World Hepatitis Day: Action Must Be Taken Before It’s Too Late
Every single year in the United States over 20,000 lives are lost to a disease that the vast majority of Americans know nothing about. Yet without greater collaboration and immediate action, we will miss our opportunity to eliminate viral hepatitis by 2030.
An estimated 4.4 million Americans are living with chronic viral hepatitis infection, and over 50,000 people are newly infected with hepatitis B or C infections every year. Despite these shocking statistics, all around the country there is little awareness or action to combat these illnesses and save lives. But it doesn’t need to go on like this.
Recent advancements in hepatitis C treatments which have dramatic cure rates have helped to propel an increasing global solidarity for the elimination goal after the adoption of the 2016 global strategy by the World Health Organization. Here at home we are moving forward in implementing the National Viral Hepatitis Action Plan (2017 – 2020), and we are truly at a pivotal moment. Earlier this year the National Academies of Sciences, Engineering, and Medicine developed a consensus report confirming that elimination of hepatitis B and C in the United States by 2030 is possible. Report sponsors included the U.S. Department of Health and Human Services Office of Minority Health and Centers for Disease Control and Prevention and the American Association for the Study of Liver Disease. It concluded that if action is taken now, over 60,000 hepatitis B deaths and 28,800 deaths from hepatitis C could be prevented by 2030. The report also stressed that significant commitment and collaboration along with serious ambition and action are critical to make elimination a reality.
As a clinician and patient advocate, I know the challenges we face implementing the key recommendations, such as ensuring access to treatment, widespread hepatitis B vaccination, needle exchange programs and greater diagnosis among those unknowingly infected. Not to mention the widespread lack of awareness and stigma associated with the disease. However, I am also encouraged. I am encouraged by the many stories of people who are being cured of hepatitis C, the children who are receiving life-saving hepatitis A and hepatitis B vaccinations and the many who are living longer lives than they could have imagined.
On 28 July, World Hepatitis Day (WHD), patients, policymakers, medical professionals and the public must come together to raise awareness and take action against one of the worlds most neglected diseases, before it’s too late and we miss our opportunity.

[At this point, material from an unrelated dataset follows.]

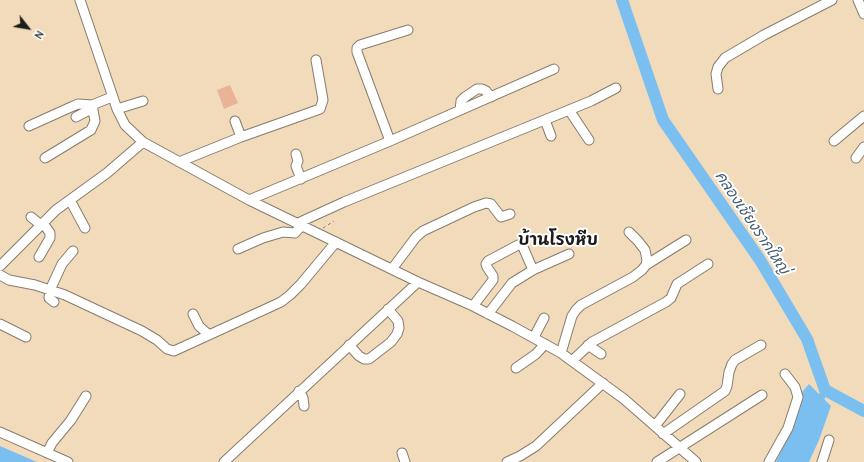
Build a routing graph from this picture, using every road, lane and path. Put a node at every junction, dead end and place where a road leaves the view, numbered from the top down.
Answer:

This year the global theme of WHD is ELIMINATE HEPATITIS and is brought to life by the #ShowYourFace campaign. #ShowYourFace is digital campaign calling on people to show their face in solidarity of eliminating viral hepatitis. Each and every one of us has a part to play in the fight to eliminate viral hepatitis by 2030 so #ShowYourFace on World Hepatitis Day and let's work together to ensure we meet this goal.